Dataset entries:
┌────────

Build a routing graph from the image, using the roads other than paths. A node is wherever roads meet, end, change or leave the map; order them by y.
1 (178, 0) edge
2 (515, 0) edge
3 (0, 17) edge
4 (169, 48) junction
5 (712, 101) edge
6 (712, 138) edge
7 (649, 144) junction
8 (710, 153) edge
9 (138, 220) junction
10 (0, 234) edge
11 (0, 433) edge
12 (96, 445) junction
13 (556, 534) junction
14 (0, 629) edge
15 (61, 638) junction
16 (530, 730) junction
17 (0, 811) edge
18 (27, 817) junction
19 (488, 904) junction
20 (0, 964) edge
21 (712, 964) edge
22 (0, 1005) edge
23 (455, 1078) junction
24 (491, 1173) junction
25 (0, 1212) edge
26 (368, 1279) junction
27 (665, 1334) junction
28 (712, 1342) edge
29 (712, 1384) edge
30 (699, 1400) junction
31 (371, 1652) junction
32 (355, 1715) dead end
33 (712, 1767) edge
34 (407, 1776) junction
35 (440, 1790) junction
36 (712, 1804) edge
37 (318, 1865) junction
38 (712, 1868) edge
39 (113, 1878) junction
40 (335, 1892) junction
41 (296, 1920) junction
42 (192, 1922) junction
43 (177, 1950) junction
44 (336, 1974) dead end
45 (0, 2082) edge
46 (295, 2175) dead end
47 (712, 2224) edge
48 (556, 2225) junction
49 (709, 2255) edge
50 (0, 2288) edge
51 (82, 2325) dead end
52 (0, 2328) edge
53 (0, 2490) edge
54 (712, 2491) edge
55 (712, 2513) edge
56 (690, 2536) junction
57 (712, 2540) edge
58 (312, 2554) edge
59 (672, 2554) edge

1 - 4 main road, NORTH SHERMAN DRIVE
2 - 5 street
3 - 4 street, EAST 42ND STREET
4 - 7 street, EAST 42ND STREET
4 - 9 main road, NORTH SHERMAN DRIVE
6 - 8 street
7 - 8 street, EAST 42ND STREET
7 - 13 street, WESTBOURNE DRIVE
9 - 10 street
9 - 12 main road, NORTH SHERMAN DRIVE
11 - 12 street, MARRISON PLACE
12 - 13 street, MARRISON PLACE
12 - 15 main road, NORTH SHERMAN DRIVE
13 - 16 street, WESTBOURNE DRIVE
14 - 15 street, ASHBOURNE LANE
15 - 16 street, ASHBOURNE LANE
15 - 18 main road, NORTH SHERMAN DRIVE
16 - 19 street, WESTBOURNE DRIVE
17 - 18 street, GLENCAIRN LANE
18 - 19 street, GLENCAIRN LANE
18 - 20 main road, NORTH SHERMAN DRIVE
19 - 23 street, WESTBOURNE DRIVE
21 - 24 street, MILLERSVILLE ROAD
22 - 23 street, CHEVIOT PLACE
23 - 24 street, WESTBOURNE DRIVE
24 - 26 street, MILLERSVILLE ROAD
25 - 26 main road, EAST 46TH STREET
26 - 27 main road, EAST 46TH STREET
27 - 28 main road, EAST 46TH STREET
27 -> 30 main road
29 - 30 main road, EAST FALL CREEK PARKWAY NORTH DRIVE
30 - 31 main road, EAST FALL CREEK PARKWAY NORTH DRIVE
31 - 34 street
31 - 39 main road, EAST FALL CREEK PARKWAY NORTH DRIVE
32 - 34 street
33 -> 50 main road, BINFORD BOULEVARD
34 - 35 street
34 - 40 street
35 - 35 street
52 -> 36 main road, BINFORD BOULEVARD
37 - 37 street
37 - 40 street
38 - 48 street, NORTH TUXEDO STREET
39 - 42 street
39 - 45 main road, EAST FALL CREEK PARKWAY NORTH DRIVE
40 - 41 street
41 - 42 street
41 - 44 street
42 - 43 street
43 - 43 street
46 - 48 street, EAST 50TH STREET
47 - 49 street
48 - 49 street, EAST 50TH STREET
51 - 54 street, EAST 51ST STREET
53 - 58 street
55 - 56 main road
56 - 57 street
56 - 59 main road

└────────

WHAT YOU SHOULD DO:
Retype each line above with no alterations.

OUTPUT:
Build a routing graph from the image, using the roads other than paths. A node is wherever roads meet, end, change or leave the map; order them by y.
1 (178, 0) edge
2 (515, 0) edge
3 (0, 17) edge
4 (169, 48) junction
5 (712, 101) edge
6 (712, 138) edge
7 (649, 144) junction
8 (710, 153) edge
9 (138, 220) junction
10 (0, 234) edge
11 (0, 433) edge
12 (96, 445) junction
13 (556, 534) junction
14 (0, 629) edge
15 (61, 638) junction
16 (530, 730) junction
17 (0, 811) edge
18 (27, 817) junction
19 (488, 904) junction
20 (0, 964) edge
21 (712, 964) edge
22 (0, 1005) edge
23 (455, 1078) junction
24 (491, 1173) junction
25 (0, 1212) edge
26 (368, 1279) junction
27 (665, 1334) junction
28 (712, 1342) edge
29 (712, 1384) edge
30 (699, 1400) junction
31 (371, 1652) junction
32 (355, 1715) dead end
33 (712, 1767) edge
34 (407, 1776) junction
35 (440, 1790) junction
36 (712, 1804) edge
37 (318, 1865) junction
38 (712, 1868) edge
39 (113, 1878) junction
40 (335, 1892) junction
41 (296, 1920) junction
42 (192, 1922) junction
43 (177, 1950) junction
44 (336, 1974) dead end
45 (0, 2082) edge
46 (295, 2175) dead end
47 (712, 2224) edge
48 (556, 2225) junction
49 (709, 2255) edge
50 (0, 2288) edge
51 (82, 2325) dead end
52 (0, 2328) edge
53 (0, 2490) edge
54 (712, 2491) edge
55 (712, 2513) edge
56 (690, 2536) junction
57 (712, 2540) edge
58 (312, 2554) edge
59 (672, 2554) edge

1 - 4 main road, NORTH SHERMAN DRIVE
2 - 5 street
3 - 4 street, EAST 42ND STREET
4 - 7 street, EAST 42ND STREET
4 - 9 main road, NORTH SHERMAN DRIVE
6 - 8 street
7 - 8 street, EAST 42ND STREET
7 - 13 street, WESTBOURNE DRIVE
9 - 10 street
9 - 12 main road, NORTH SHERMAN DRIVE
11 - 12 street, MARRISON PLACE
12 - 13 street, MARRISON PLACE
12 - 15 main road, NORTH SHERMAN DRIVE
13 - 16 street, WESTBOURNE DRIVE
14 - 15 street, ASHBOURNE LANE
15 - 16 street, ASHBOURNE LANE
15 - 18 main road, NORTH SHERMAN DRIVE
16 - 19 street, WESTBOURNE DRIVE
17 - 18 street, GLENCAIRN LANE
18 - 19 street, GLENCAIRN LANE
18 - 20 main road, NORTH SHERMAN DRIVE
19 - 23 street, WESTBOURNE DRIVE
21 - 24 street, MILLERSVILLE ROAD
22 - 23 street, CHEVIOT PLACE
23 - 24 street, WESTBOURNE DRIVE
24 - 26 street, MILLERSVILLE ROAD
25 - 26 main road, EAST 46TH STREET
26 - 27 main road, EAST 46TH STREET
27 - 28 main road, EAST 46TH STREET
27 -> 30 main road
29 - 30 main road, EAST FALL CREEK PARKWAY NORTH DRIVE
30 - 31 main road, EAST FALL CREEK PARKWAY NORTH DRIVE
31 - 34 street
31 - 39 main road, EAST FALL CREEK PARKWAY NORTH DRIVE
32 - 34 street
33 -> 50 main road, BINFORD BOULEVARD
34 - 35 street
34 - 40 street
35 - 35 street
52 -> 36 main road, BINFORD BOULEVARD
37 - 37 street
37 - 40 street
38 - 48 street, NORTH TUXEDO STREET
39 - 42 street
39 - 45 main road, EAST FALL CREEK PARKWAY NORTH DRIVE
40 - 41 street
41 - 42 street
41 - 44 street
42 - 43 street
43 - 43 street
46 - 48 street, EAST 50TH STREET
47 - 49 street
48 - 49 street, EAST 50TH STREET
51 - 54 street, EAST 51ST STREET
53 - 58 street
55 - 56 main road
56 - 57 street
56 - 59 main road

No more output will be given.